> _WHAT IS EXPECTED_: Apart from the images, every record below must be given again without alteration.
*** DATA EXTRACT ***
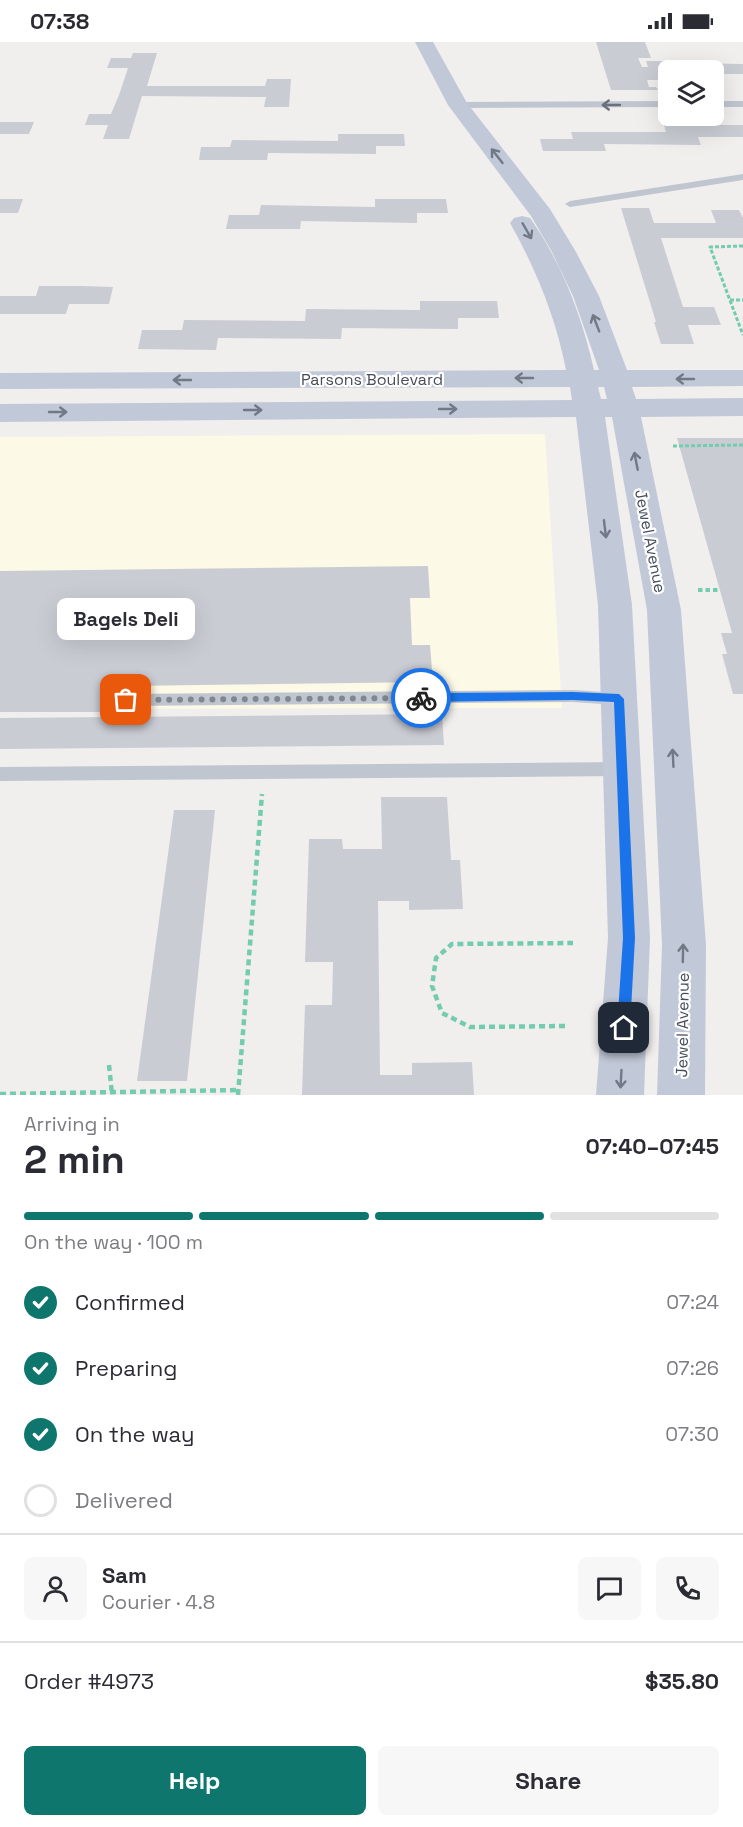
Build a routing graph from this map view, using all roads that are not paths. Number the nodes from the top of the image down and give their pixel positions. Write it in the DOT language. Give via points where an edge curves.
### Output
graph roads {
  1 [pos="402,42"];
  2 [pos="424,42"];
  3 [pos="724,104"];
  4 [pos="743,104"];
  5 [pos="458,105"];
  6 [pos="658,105"];
  7 [pos="743,177"];
  8 [pos="570,204"];
  9 [pos="743,378"];
  10 [pos="0,381"];
  11 [pos="603,393"];
  12 [pos="743,407"];
  13 [pos="0,412"];
  14 [pos="619,699"];
  15 [pos="126,700"];
  16 [pos="622,769"];
  17 [pos="0,774"];
  18 [pos="620,1095"];
  19 [pos="681,1095"];
  1 -- 11 [label="street, Jewel Avenue, one-way" via="437,108 519,217 540,254"];
  2 -- 5 [label="street, Jewel Avenue"];
  3 -- 4 [label="lane"];
  6 -- 5 [label="lane, one-way"];
  11 -- 5 [label="street, Jewel Avenue, one-way" via="586,296 564,252 542,214"];
  7 -- 8 [label="lane"];
  9 -- 11 [label="street, Parsons Boulevard, one-way"];
  11 -- 10 [label="street, Parsons Boulevard, one-way"];
  11 -- 12 [label="street, Parsons Boulevard"];
  13 -- 11 [label="street, Parsons Boulevard, one-way"];
  11 -- 14 [label="street, Jewel Avenue, one-way"];
  19 -- 11 [label="street, Jewel Avenue, one-way" via="684,945 664,610"];
  14 -- 15 [label="lane" via="573,696"];
  14 -- 16 [label="street, Jewel Avenue"];
  16 -- 17 [label="lane"];
  16 -- 18 [label="street, Jewel Avenue, one-way" via="629,938"];
}
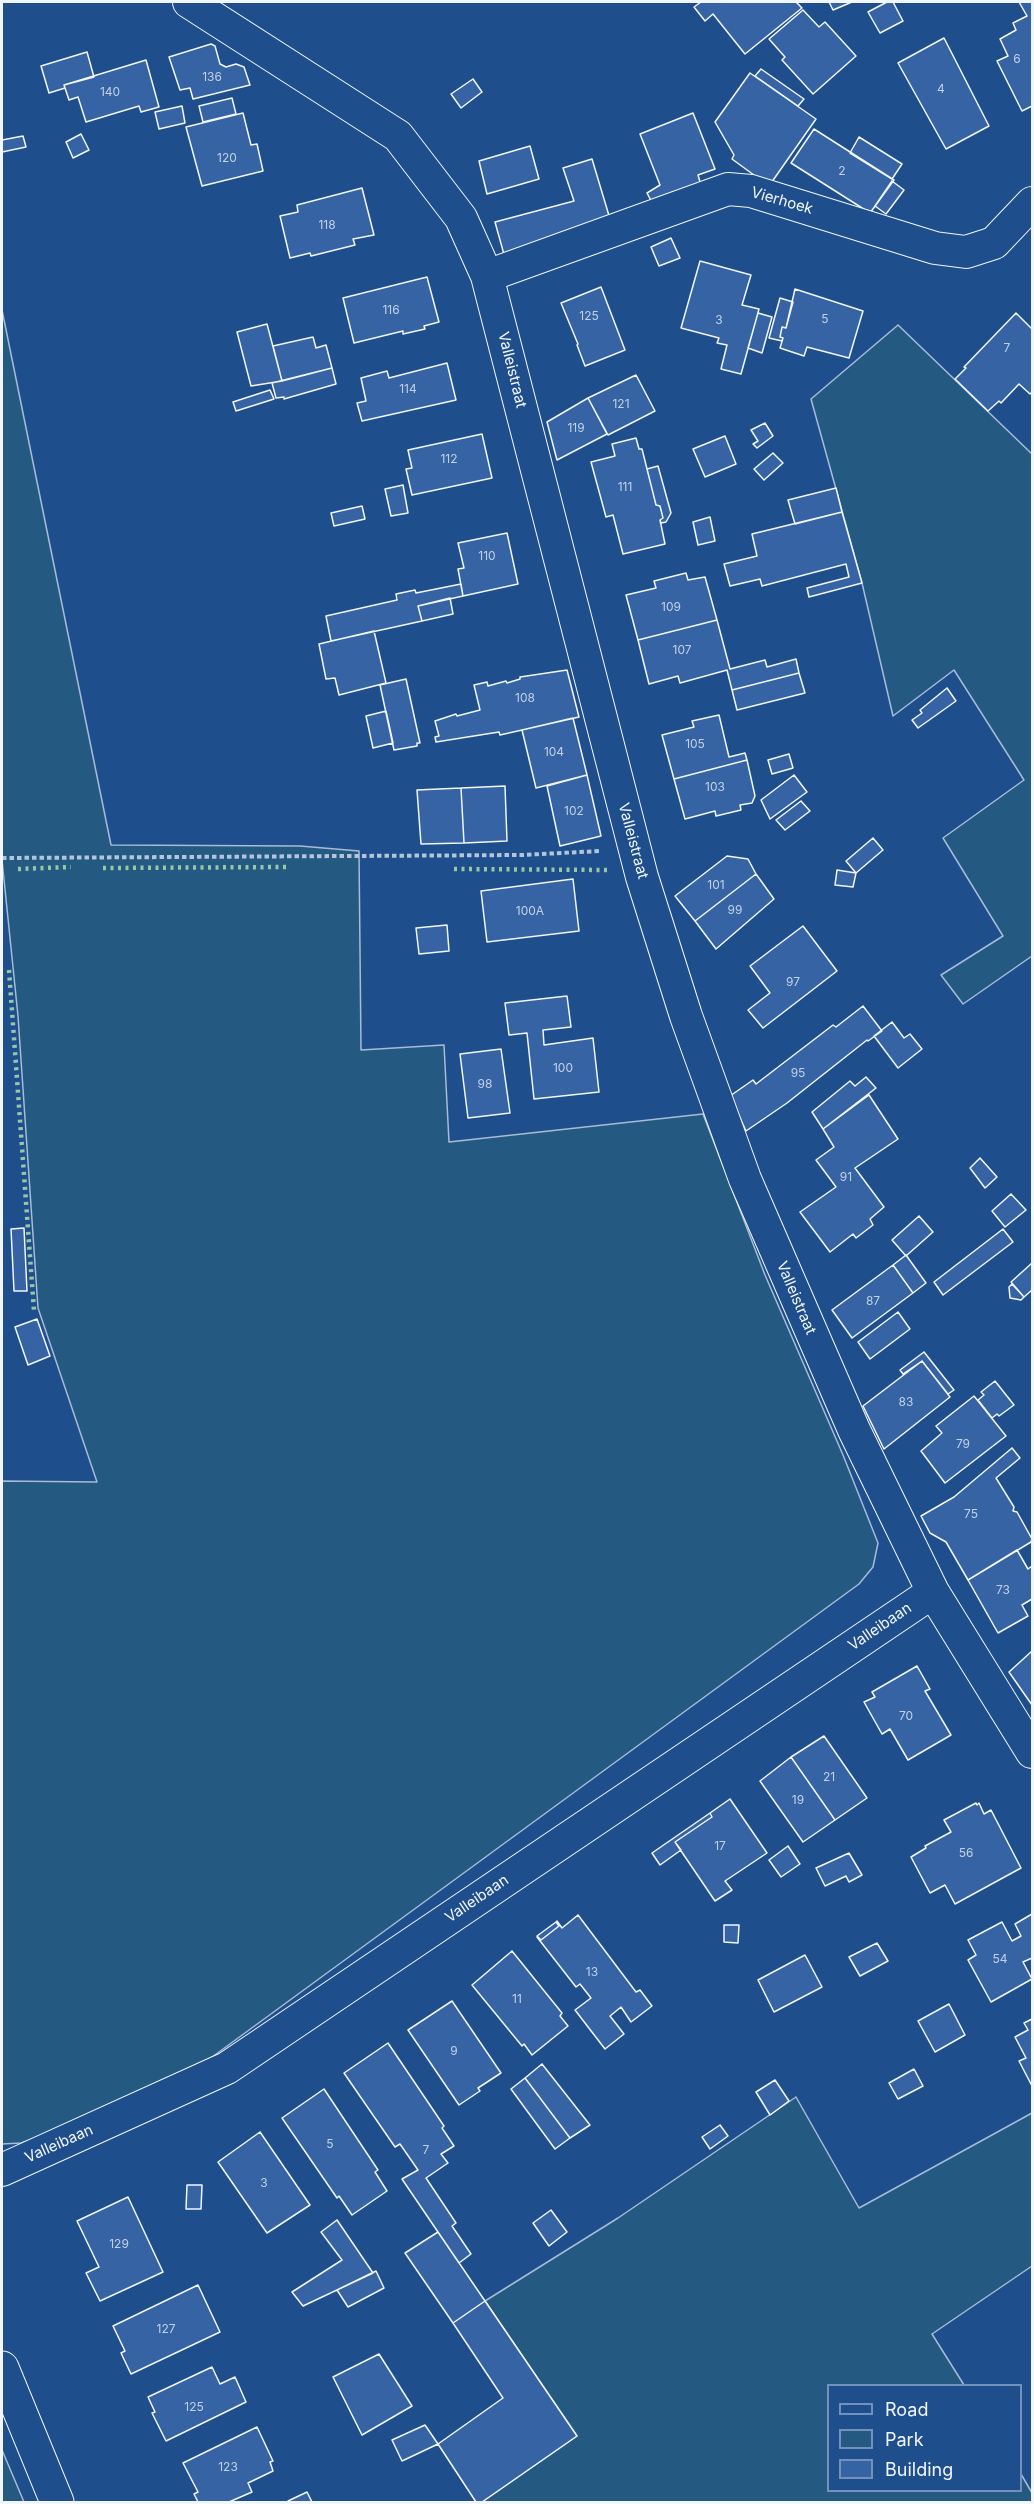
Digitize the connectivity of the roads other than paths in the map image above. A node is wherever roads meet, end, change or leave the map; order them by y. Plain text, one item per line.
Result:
1 (189, 2) edge
2 (1032, 203) edge
3 (487, 276) junction
4 (933, 1592) junction
5 (1032, 1752) edge
6 (2, 2170) edge
7 (2, 2368) edge
8 (57, 2502) edge

1 - 3 street, Valleistraat
2 - 3 street, Vierhoek
3 - 4 street, Valleistraat
4 - 5 street, Valleistraat
4 - 6 street, Valleibaan
7 - 8 main road

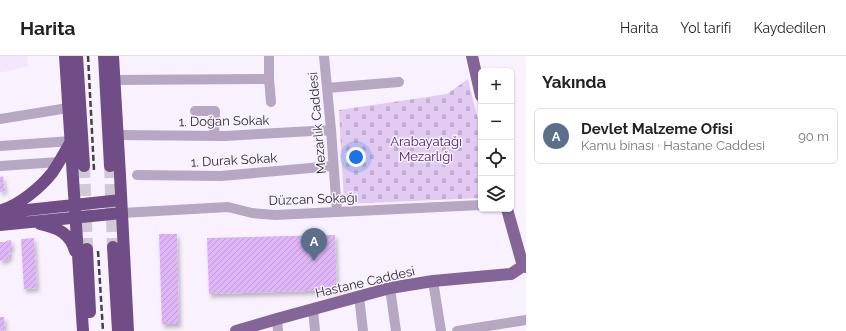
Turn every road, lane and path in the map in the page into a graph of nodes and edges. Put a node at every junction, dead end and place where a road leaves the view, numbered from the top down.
1 (65, 56) edge
2 (77, 56) edge
3 (104, 56) edge
4 (113, 56) edge
5 (269, 56) edge
6 (324, 56) edge
7 (472, 56) edge
8 (269, 79) junction
9 (114, 80) junction
10 (399, 82) dead end
11 (478, 83) edge
12 (327, 88) junction
13 (272, 102) dead end
14 (68, 108) junction
15 (195, 111) dead end
16 (0, 119) edge
17 (331, 130) junction
18 (118, 134) junction
19 (214, 136) junction
20 (71, 141) junction
21 (0, 146) edge
22 (59, 162) junction
23 (0, 166) edge
24 (84, 166) tunnel mouth
25 (110, 166) tunnel mouth
26 (333, 166) junction
27 (136, 175) dead end
28 (122, 200) junction
29 (75, 204) junction
30 (478, 205) edge
31 (0, 211) edge
32 (337, 212) junction
33 (508, 212) edge
34 (122, 213) junction
35 (0, 215) edge
36 (75, 218) junction
37 (29, 222) junction
38 (0, 225) edge
39 (113, 247) tunnel mouth
40 (87, 249) tunnel mouth
41 (525, 267) edge
42 (78, 268) junction
43 (433, 281) junction
44 (390, 288) junction
45 (359, 296) junction
46 (313, 309) junction
47 (277, 319) junction
48 (526, 320) edge
49 (480, 329) edge
50 (243, 330) edge
51 (83, 331) edge
52 (91, 331) edge
53 (118, 331) edge
54 (128, 331) edge
55 (278, 331) edge
56 (315, 331) edge
57 (363, 331) edge
58 (396, 331) edge
59 (441, 331) edge
60 (457, 331) edge

1 - 14 highway
2 - 24 highway
3 - 25 highway
4 - 9 highway
5 - 8 street
6 - 12 street, Mezarlık Caddesi
7 - 11 main road
8 - 9 street
8 - 13 street
9 - 18 highway
10 - 12 street
12 - 17 street, Mezarlık Caddesi
14 - 16 street
14 - 20 highway
15 - 19 street
17 - 19 street, 1. Doğan Sokak
17 - 26 street, Mezarlık Caddesi
18 - 19 street, 1. Doğan Sokak
18 - 28 highway
20 - 21 street
20 - 22 highway
20 - 29 highway
22 - 23 street
22 - 31 highway
26 - 27 street, 1. Durak Sokak
26 - 32 street, Mezarlık Caddesi
28 - 29 highway
28 - 34 highway
29 - 35 highway
29 - 36 highway
30 - 32 street, Düzcan Sokağı
32 - 34 street, Düzcan Sokağı
33 - 41 main road
34 - 36 highway
34 - 54 highway
36 - 37 highway
36 - 42 highway
37 - 38 highway
37 - 42 highway
39 - 53 highway
40 - 52 highway
41 - 43 main road, Hastane Caddesi
42 - 51 highway
43 - 44 main road, Hastane Caddesi
43 - 59 street
44 - 45 main road, Hastane Caddesi
44 - 58 street
45 - 46 main road, Hastane Caddesi
45 - 57 street
46 - 47 main road, Hastane Caddesi
46 - 56 street
47 - 50 main road, Hastane Caddesi
47 - 55 street
48 - 49 street
49 - 60 street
*** End of DATA EXTRACT ***
> _RESPONSE AREA_:
Build a routing graph from this map view, using all roads that are not paths. Number the nodes from the top of the image down and give their pixel positions. Write it in the DOT language. Give via points where an edge curves.
### Output
graph roads {
  1 [pos="402,42"];
  2 [pos="424,42"];
  3 [pos="724,104"];
  4 [pos="743,104"];
  5 [pos="458,105"];
  6 [pos="658,105"];
  7 [pos="743,177"];
  8 [pos="570,204"];
  9 [pos="743,378"];
  10 [pos="0,381"];
  11 [pos="603,393"];
  12 [pos="743,407"];
  13 [pos="0,412"];
  14 [pos="619,699"];
  15 [pos="126,700"];
  16 [pos="622,769"];
  17 [pos="0,774"];
  18 [pos="620,1095"];
  19 [pos="681,1095"];
  1 -- 11 [label="street, Jewel Avenue, one-way" via="437,108 519,217 540,254"];
  2 -- 5 [label="street, Jewel Avenue"];
  3 -- 4 [label="lane"];
  6 -- 5 [label="lane, one-way"];
  11 -- 5 [label="street, Jewel Avenue, one-way" via="586,296 564,252 542,214"];
  7 -- 8 [label="lane"];
  9 -- 11 [label="street, Parsons Boulevard, one-way"];
  11 -- 10 [label="street, Parsons Boulevard, one-way"];
  11 -- 12 [label="street, Parsons Boulevard"];
  13 -- 11 [label="street, Parsons Boulevard, one-way"];
  11 -- 14 [label="street, Jewel Avenue, one-way"];
  19 -- 11 [label="street, Jewel Avenue, one-way" via="684,945 664,610"];
  14 -- 15 [label="lane" via="573,696"];
  14 -- 16 [label="street, Jewel Avenue"];
  16 -- 17 [label="lane"];
  16 -- 18 [label="street, Jewel Avenue, one-way" via="629,938"];
}
Digitize the connectivity of the roads other than paths in the map image above. A node is wherever roads meet, end, change or leave the map; order them by y. Plain text, one item per line.
Result:
1 (189, 2) edge
2 (1032, 203) edge
3 (487, 276) junction
4 (933, 1592) junction
5 (1032, 1752) edge
6 (2, 2170) edge
7 (2, 2368) edge
8 (57, 2502) edge

1 - 3 street, Valleistraat
2 - 3 street, Vierhoek
3 - 4 street, Valleistraat
4 - 5 street, Valleistraat
4 - 6 street, Valleibaan
7 - 8 main road

Turn every road, lane and path in the map in the page into a graph of nodes and edges. Put a node at every junction, dead end and place where a road leaves the view, numbered from the top down.
1 (65, 56) edge
2 (77, 56) edge
3 (104, 56) edge
4 (113, 56) edge
5 (269, 56) edge
6 (324, 56) edge
7 (472, 56) edge
8 (269, 79) junction
9 (114, 80) junction
10 (399, 82) dead end
11 (478, 83) edge
12 (327, 88) junction
13 (272, 102) dead end
14 (68, 108) junction
15 (195, 111) dead end
16 (0, 119) edge
17 (331, 130) junction
18 (118, 134) junction
19 (214, 136) junction
20 (71, 141) junction
21 (0, 146) edge
22 (59, 162) junction
23 (0, 166) edge
24 (84, 166) tunnel mouth
25 (110, 166) tunnel mouth
26 (333, 166) junction
27 (136, 175) dead end
28 (122, 200) junction
29 (75, 204) junction
30 (478, 205) edge
31 (0, 211) edge
32 (337, 212) junction
33 (508, 212) edge
34 (122, 213) junction
35 (0, 215) edge
36 (75, 218) junction
37 (29, 222) junction
38 (0, 225) edge
39 (113, 247) tunnel mouth
40 (87, 249) tunnel mouth
41 (525, 267) edge
42 (78, 268) junction
43 (433, 281) junction
44 (390, 288) junction
45 (359, 296) junction
46 (313, 309) junction
47 (277, 319) junction
48 (526, 320) edge
49 (480, 329) edge
50 (243, 330) edge
51 (83, 331) edge
52 (91, 331) edge
53 (118, 331) edge
54 (128, 331) edge
55 (278, 331) edge
56 (315, 331) edge
57 (363, 331) edge
58 (396, 331) edge
59 (441, 331) edge
60 (457, 331) edge

1 - 14 highway
2 - 24 highway
3 - 25 highway
4 - 9 highway
5 - 8 street
6 - 12 street, Mezarlık Caddesi
7 - 11 main road
8 - 9 street
8 - 13 street
9 - 18 highway
10 - 12 street
12 - 17 street, Mezarlık Caddesi
14 - 16 street
14 - 20 highway
15 - 19 street
17 - 19 street, 1. Doğan Sokak
17 - 26 street, Mezarlık Caddesi
18 - 19 street, 1. Doğan Sokak
18 - 28 highway
20 - 21 street
20 - 22 highway
20 - 29 highway
22 - 23 street
22 - 31 highway
26 - 27 street, 1. Durak Sokak
26 - 32 street, Mezarlık Caddesi
28 - 29 highway
28 - 34 highway
29 - 35 highway
29 - 36 highway
30 - 32 street, Düzcan Sokağı
32 - 34 street, Düzcan Sokağı
33 - 41 main road
34 - 36 highway
34 - 54 highway
36 - 37 highway
36 - 42 highway
37 - 38 highway
37 - 42 highway
39 - 53 highway
40 - 52 highway
41 - 43 main road, Hastane Caddesi
42 - 51 highway
43 - 44 main road, Hastane Caddesi
43 - 59 street
44 - 45 main road, Hastane Caddesi
44 - 58 street
45 - 46 main road, Hastane Caddesi
45 - 57 street
46 - 47 main road, Hastane Caddesi
46 - 56 street
47 - 50 main road, Hastane Caddesi
47 - 55 street
48 - 49 street
49 - 60 street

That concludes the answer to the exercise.